WORK TASK: Please repeat the data shown below, word for word.

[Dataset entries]
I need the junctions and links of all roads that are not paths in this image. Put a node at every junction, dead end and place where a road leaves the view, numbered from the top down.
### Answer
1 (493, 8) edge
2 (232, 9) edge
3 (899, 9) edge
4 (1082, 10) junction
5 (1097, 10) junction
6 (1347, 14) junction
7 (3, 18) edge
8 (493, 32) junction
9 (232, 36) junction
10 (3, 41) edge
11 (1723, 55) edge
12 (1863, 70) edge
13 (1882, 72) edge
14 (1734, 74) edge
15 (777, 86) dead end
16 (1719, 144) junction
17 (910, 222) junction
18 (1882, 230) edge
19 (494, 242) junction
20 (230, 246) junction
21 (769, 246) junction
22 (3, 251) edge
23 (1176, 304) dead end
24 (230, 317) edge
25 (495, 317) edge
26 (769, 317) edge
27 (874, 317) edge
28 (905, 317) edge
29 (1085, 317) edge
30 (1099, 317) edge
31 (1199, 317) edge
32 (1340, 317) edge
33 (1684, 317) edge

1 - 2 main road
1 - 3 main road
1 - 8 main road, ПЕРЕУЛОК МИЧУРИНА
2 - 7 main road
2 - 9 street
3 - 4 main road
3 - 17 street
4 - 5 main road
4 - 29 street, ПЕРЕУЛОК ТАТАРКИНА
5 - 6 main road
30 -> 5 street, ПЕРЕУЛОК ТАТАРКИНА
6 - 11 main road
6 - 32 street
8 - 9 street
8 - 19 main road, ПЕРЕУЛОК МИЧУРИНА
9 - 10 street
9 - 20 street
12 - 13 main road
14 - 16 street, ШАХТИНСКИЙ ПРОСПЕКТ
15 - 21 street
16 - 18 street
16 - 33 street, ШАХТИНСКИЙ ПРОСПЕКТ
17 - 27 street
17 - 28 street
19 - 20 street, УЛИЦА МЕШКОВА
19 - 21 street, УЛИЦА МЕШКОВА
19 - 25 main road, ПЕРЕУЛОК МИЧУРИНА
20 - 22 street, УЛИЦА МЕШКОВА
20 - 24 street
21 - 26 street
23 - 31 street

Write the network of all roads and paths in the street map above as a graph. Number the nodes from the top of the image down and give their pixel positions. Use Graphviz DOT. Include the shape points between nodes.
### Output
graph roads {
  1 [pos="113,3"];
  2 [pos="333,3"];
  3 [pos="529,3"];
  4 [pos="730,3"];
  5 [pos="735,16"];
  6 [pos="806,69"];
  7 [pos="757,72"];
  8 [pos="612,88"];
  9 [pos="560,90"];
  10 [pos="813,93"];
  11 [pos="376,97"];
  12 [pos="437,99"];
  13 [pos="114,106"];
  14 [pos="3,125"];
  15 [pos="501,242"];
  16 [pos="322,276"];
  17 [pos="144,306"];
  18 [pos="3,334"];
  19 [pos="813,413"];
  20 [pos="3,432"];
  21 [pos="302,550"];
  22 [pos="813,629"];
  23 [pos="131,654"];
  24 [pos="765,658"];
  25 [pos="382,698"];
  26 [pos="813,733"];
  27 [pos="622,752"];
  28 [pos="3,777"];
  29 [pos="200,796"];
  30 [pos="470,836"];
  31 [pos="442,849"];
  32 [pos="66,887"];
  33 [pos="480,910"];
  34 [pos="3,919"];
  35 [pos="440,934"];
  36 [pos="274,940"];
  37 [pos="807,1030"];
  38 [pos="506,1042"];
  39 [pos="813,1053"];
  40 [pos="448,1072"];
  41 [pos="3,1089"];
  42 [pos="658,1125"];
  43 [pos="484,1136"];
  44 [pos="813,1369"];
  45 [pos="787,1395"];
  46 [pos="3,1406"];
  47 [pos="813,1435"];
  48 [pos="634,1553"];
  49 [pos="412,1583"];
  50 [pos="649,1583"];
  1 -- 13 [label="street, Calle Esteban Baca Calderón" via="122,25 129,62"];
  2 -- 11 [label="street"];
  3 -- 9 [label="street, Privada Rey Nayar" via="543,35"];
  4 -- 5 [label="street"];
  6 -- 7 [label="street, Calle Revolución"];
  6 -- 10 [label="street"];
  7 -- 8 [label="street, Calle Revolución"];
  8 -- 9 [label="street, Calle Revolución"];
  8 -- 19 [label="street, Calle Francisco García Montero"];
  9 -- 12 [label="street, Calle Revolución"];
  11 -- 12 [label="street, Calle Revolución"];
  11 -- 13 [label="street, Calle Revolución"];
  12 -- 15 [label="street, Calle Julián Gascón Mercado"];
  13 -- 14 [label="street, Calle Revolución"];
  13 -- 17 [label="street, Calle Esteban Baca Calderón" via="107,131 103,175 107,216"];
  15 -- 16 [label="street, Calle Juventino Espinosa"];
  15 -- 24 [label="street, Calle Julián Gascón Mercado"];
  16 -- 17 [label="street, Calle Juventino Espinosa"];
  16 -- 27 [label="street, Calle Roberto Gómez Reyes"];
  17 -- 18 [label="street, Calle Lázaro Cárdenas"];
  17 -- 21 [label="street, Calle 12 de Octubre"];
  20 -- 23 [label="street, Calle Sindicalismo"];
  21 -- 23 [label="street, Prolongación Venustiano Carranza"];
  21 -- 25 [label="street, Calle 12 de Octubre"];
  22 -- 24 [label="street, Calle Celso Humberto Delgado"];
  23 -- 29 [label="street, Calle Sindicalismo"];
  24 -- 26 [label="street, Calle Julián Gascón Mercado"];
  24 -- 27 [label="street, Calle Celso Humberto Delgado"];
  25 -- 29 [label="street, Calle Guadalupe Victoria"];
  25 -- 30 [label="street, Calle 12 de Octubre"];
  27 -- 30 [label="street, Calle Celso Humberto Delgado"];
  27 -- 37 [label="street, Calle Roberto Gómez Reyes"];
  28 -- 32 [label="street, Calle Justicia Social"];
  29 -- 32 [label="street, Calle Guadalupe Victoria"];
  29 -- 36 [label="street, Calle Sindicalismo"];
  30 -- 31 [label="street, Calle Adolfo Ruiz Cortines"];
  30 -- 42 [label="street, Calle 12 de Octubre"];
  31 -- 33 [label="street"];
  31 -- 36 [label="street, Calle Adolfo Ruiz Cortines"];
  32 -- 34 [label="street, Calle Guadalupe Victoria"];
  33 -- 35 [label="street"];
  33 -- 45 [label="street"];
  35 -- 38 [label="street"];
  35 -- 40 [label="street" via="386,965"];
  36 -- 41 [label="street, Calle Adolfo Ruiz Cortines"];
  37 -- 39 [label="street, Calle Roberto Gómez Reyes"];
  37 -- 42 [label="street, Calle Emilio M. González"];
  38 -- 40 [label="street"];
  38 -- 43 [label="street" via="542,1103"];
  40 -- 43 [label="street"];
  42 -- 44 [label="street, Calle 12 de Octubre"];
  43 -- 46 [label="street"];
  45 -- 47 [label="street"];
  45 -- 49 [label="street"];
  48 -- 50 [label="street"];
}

EXERCISE SOLUTION:
I need the junctions and links of all roads that are not paths in this image. Put a node at every junction, dead end and place where a road leaves the view, numbered from the top down.
### Answer
1 (493, 8) edge
2 (232, 9) edge
3 (899, 9) edge
4 (1082, 10) junction
5 (1097, 10) junction
6 (1347, 14) junction
7 (3, 18) edge
8 (493, 32) junction
9 (232, 36) junction
10 (3, 41) edge
11 (1723, 55) edge
12 (1863, 70) edge
13 (1882, 72) edge
14 (1734, 74) edge
15 (777, 86) dead end
16 (1719, 144) junction
17 (910, 222) junction
18 (1882, 230) edge
19 (494, 242) junction
20 (230, 246) junction
21 (769, 246) junction
22 (3, 251) edge
23 (1176, 304) dead end
24 (230, 317) edge
25 (495, 317) edge
26 (769, 317) edge
27 (874, 317) edge
28 (905, 317) edge
29 (1085, 317) edge
30 (1099, 317) edge
31 (1199, 317) edge
32 (1340, 317) edge
33 (1684, 317) edge

1 - 2 main road
1 - 3 main road
1 - 8 main road, ПЕРЕУЛОК МИЧУРИНА
2 - 7 main road
2 - 9 street
3 - 4 main road
3 - 17 street
4 - 5 main road
4 - 29 street, ПЕРЕУЛОК ТАТАРКИНА
5 - 6 main road
30 -> 5 street, ПЕРЕУЛОК ТАТАРКИНА
6 - 11 main road
6 - 32 street
8 - 9 street
8 - 19 main road, ПЕРЕУЛОК МИЧУРИНА
9 - 10 street
9 - 20 street
12 - 13 main road
14 - 16 street, ШАХТИНСКИЙ ПРОСПЕКТ
15 - 21 street
16 - 18 street
16 - 33 street, ШАХТИНСКИЙ ПРОСПЕКТ
17 - 27 street
17 - 28 street
19 - 20 street, УЛИЦА МЕШКОВА
19 - 21 street, УЛИЦА МЕШКОВА
19 - 25 main road, ПЕРЕУЛОК МИЧУРИНА
20 - 22 street, УЛИЦА МЕШКОВА
20 - 24 street
21 - 26 street
23 - 31 street

Write the network of all roads and paths in the street map above as a graph. Number the nodes from the top of the image down and give their pixel positions. Use Graphviz DOT. Include the shape points between nodes.
### Output
graph roads {
  1 [pos="113,3"];
  2 [pos="333,3"];
  3 [pos="529,3"];
  4 [pos="730,3"];
  5 [pos="735,16"];
  6 [pos="806,69"];
  7 [pos="757,72"];
  8 [pos="612,88"];
  9 [pos="560,90"];
  10 [pos="813,93"];
  11 [pos="376,97"];
  12 [pos="437,99"];
  13 [pos="114,106"];
  14 [pos="3,125"];
  15 [pos="501,242"];
  16 [pos="322,276"];
  17 [pos="144,306"];
  18 [pos="3,334"];
  19 [pos="813,413"];
  20 [pos="3,432"];
  21 [pos="302,550"];
  22 [pos="813,629"];
  23 [pos="131,654"];
  24 [pos="765,658"];
  25 [pos="382,698"];
  26 [pos="813,733"];
  27 [pos="622,752"];
  28 [pos="3,777"];
  29 [pos="200,796"];
  30 [pos="470,836"];
  31 [pos="442,849"];
  32 [pos="66,887"];
  33 [pos="480,910"];
  34 [pos="3,919"];
  35 [pos="440,934"];
  36 [pos="274,940"];
  37 [pos="807,1030"];
  38 [pos="506,1042"];
  39 [pos="813,1053"];
  40 [pos="448,1072"];
  41 [pos="3,1089"];
  42 [pos="658,1125"];
  43 [pos="484,1136"];
  44 [pos="813,1369"];
  45 [pos="787,1395"];
  46 [pos="3,1406"];
  47 [pos="813,1435"];
  48 [pos="634,1553"];
  49 [pos="412,1583"];
  50 [pos="649,1583"];
  1 -- 13 [label="street, Calle Esteban Baca Calderón" via="122,25 129,62"];
  2 -- 11 [label="street"];
  3 -- 9 [label="street, Privada Rey Nayar" via="543,35"];
  4 -- 5 [label="street"];
  6 -- 7 [label="street, Calle Revolución"];
  6 -- 10 [label="street"];
  7 -- 8 [label="street, Calle Revolución"];
  8 -- 9 [label="street, Calle Revolución"];
  8 -- 19 [label="street, Calle Francisco García Montero"];
  9 -- 12 [label="street, Calle Revolución"];
  11 -- 12 [label="street, Calle Revolución"];
  11 -- 13 [label="street, Calle Revolución"];
  12 -- 15 [label="street, Calle Julián Gascón Mercado"];
  13 -- 14 [label="street, Calle Revolución"];
  13 -- 17 [label="street, Calle Esteban Baca Calderón" via="107,131 103,175 107,216"];
  15 -- 16 [label="street, Calle Juventino Espinosa"];
  15 -- 24 [label="street, Calle Julián Gascón Mercado"];
  16 -- 17 [label="street, Calle Juventino Espinosa"];
  16 -- 27 [label="street, Calle Roberto Gómez Reyes"];
  17 -- 18 [label="street, Calle Lázaro Cárdenas"];
  17 -- 21 [label="street, Calle 12 de Octubre"];
  20 -- 23 [label="street, Calle Sindicalismo"];
  21 -- 23 [label="street, Prolongación Venustiano Carranza"];
  21 -- 25 [label="street, Calle 12 de Octubre"];
  22 -- 24 [label="street, Calle Celso Humberto Delgado"];
  23 -- 29 [label="street, Calle Sindicalismo"];
  24 -- 26 [label="street, Calle Julián Gascón Mercado"];
  24 -- 27 [label="street, Calle Celso Humberto Delgado"];
  25 -- 29 [label="street, Calle Guadalupe Victoria"];
  25 -- 30 [label="street, Calle 12 de Octubre"];
  27 -- 30 [label="street, Calle Celso Humberto Delgado"];
  27 -- 37 [label="street, Calle Roberto Gómez Reyes"];
  28 -- 32 [label="street, Calle Justicia Social"];
  29 -- 32 [label="street, Calle Guadalupe Victoria"];
  29 -- 36 [label="street, Calle Sindicalismo"];
  30 -- 31 [label="street, Calle Adolfo Ruiz Cortines"];
  30 -- 42 [label="street, Calle 12 de Octubre"];
  31 -- 33 [label="street"];
  31 -- 36 [label="street, Calle Adolfo Ruiz Cortines"];
  32 -- 34 [label="street, Calle Guadalupe Victoria"];
  33 -- 35 [label="street"];
  33 -- 45 [label="street"];
  35 -- 38 [label="street"];
  35 -- 40 [label="street" via="386,965"];
  36 -- 41 [label="street, Calle Adolfo Ruiz Cortines"];
  37 -- 39 [label="street, Calle Roberto Gómez Reyes"];
  37 -- 42 [label="street, Calle Emilio M. González"];
  38 -- 40 [label="street"];
  38 -- 43 [label="street" via="542,1103"];
  40 -- 43 [label="street"];
  42 -- 44 [label="street, Calle 12 de Octubre"];
  43 -- 46 [label="street"];
  45 -- 47 [label="street"];
  45 -- 49 [label="street"];
  48 -- 50 [label="street"];
}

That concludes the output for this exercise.